Termos como “bonzinho” ou “malvado” cabem em Hollywood, não na política internacional, com raras exceções. Uma delas é Kissinger, que foi um gênio do mal. Um profundo conhecedor e analista de seu ofício, mas que usou esse conhecimento de forma absolutamente perversa e imoral. Se o adágio prega que a política internacional é amoral e que os Estados não possuem amigos, mas interesses, Kissinger levou isso além de toda e qualquer consequência.
Visão de mundo
Seu doutorado em Harvard tratou do Congresso de Viena de 1815, quando as potências europeias refizeram o mapa do continente após as Guerras Napoleônicas e se uniram para combater o legado da Revolução Francesa. Também se uniram para evitar uma nova revolução. Sob os preceitos de “Legitimidade, Restauração e Solidariedade”, as cinco potências europeias de então criaram uma ordem internacional centrada no interesse das potências e na concertação desses interesses.

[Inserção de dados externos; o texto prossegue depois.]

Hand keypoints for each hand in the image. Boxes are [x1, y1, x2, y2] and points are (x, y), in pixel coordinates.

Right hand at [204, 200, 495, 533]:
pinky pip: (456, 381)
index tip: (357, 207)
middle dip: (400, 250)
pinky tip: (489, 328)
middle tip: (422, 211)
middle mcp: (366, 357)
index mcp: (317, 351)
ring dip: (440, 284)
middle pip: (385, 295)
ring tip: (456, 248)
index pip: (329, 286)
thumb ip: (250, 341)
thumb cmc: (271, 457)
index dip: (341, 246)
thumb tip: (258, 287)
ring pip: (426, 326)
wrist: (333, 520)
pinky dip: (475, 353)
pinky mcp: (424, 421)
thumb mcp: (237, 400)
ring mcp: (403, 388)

Para esse Concerto Europeu ser colocado em prática, a autodeterminação dos povos, as pautas locais, as reformas sociais e os Estados mais fracos eram solapados. O direito à intervenção era quase sagrado. Foi nesse mundo que Kissinger se inspirou e foi essa a lente que ele usou para ver o seu mundo, em sua época. Para Kissinger, o mundo era um grande tabuleiro de xadrez, figura de linguagem até comum quando se fala de política internacional. A diferença é que Kissinger levava essa figura de linguagem como literal.
Em sua Realpolitik anabolizada, Kissinger não via pessoas, via peões, que podiam ser sacrificados ao bel prazer da estratégia do momento que servisse ao seu rei, no caso, os EUA. Se os peões fossem asiáticos ou latino-americanos, então, o sacrifício era feito sem pensar duas vezes. Daí o apoio a golpes de Estado, massacres e boas relações com governos ditatoriais que proliferaram sob a batuta de Kissinger. Um homem que se tornou mais poderoso e influente do que qualquer cargo pode definir.

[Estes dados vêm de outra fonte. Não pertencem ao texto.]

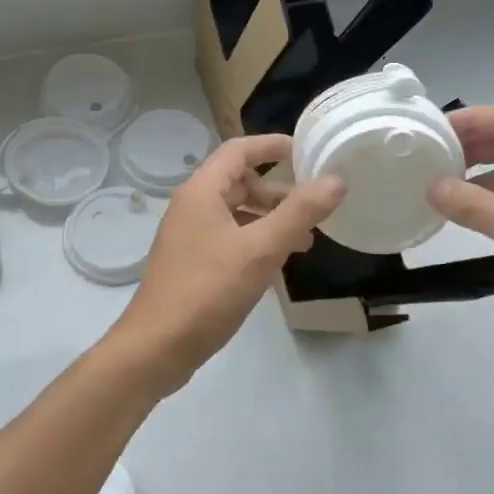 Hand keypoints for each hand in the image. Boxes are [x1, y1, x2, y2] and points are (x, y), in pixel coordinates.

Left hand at [111, 133, 344, 384]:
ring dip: (270, 219)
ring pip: (236, 213)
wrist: (157, 347)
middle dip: (278, 190)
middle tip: (313, 206)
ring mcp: (189, 236)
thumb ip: (300, 212)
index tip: (307, 151)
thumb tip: (336, 180)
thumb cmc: (208, 290)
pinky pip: (230, 238)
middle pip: (239, 182)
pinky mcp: (192, 263)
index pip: (239, 150)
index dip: (272, 145)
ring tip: (306, 239)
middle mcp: (192, 206)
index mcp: (202, 191)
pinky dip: (256, 241)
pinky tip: (277, 263)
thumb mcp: (261, 249)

Kissinger, nascido cidadão alemão, não poderia sequer ser presidente dos EUA, por exemplo. Nunca ocupou cargo eletivo. Oficialmente, foi Conselheiro de Segurança Nacional de 1969 a 1975 e Secretário de Estado de 1973 a 1977. Esses cargos e esses períodos não definem sua influência, que ecoou até recentemente. No último mês de julho, já centenário, Kissinger visitou a China e conversou com Xi Jinping em meio ao estremecer de relações entre as duas potências.
China e intervenções
As relações com a China talvez tenham sido o maior feito da carreira de Kissinger. Em meio à Guerra Fria, Kissinger aproveitou o racha sino-soviético, encontrou-se secretamente com Mao Tsé-tung e costurou o futuro encontro entre ele e o presidente dos EUA, Richard Nixon. Isso abriu caminho para a normalização de relações entre Washington e Pequim, o afastamento de Taipei e a futura admissão da China comunista como a representante chinesa na ONU, incluindo o assento permanente no Conselho de Segurança.
Esse importante momento definidor da Guerra Fria leva a um aumento do intercâmbio comercial entre China e Estados Unidos, que depois será aproveitado por Deng Xiaoping como parte do desenvolvimento econômico chinês. Não é à toa que a nota de pesar assinada por Xi Jinping foi mais simpática ao falecido do que até mesmo a nota da Casa Branca, o Estado que Kissinger serviu. E cujo serviço iniciou uma carreira de consultor que o deixou rico na casa das centenas de milhões de dólares.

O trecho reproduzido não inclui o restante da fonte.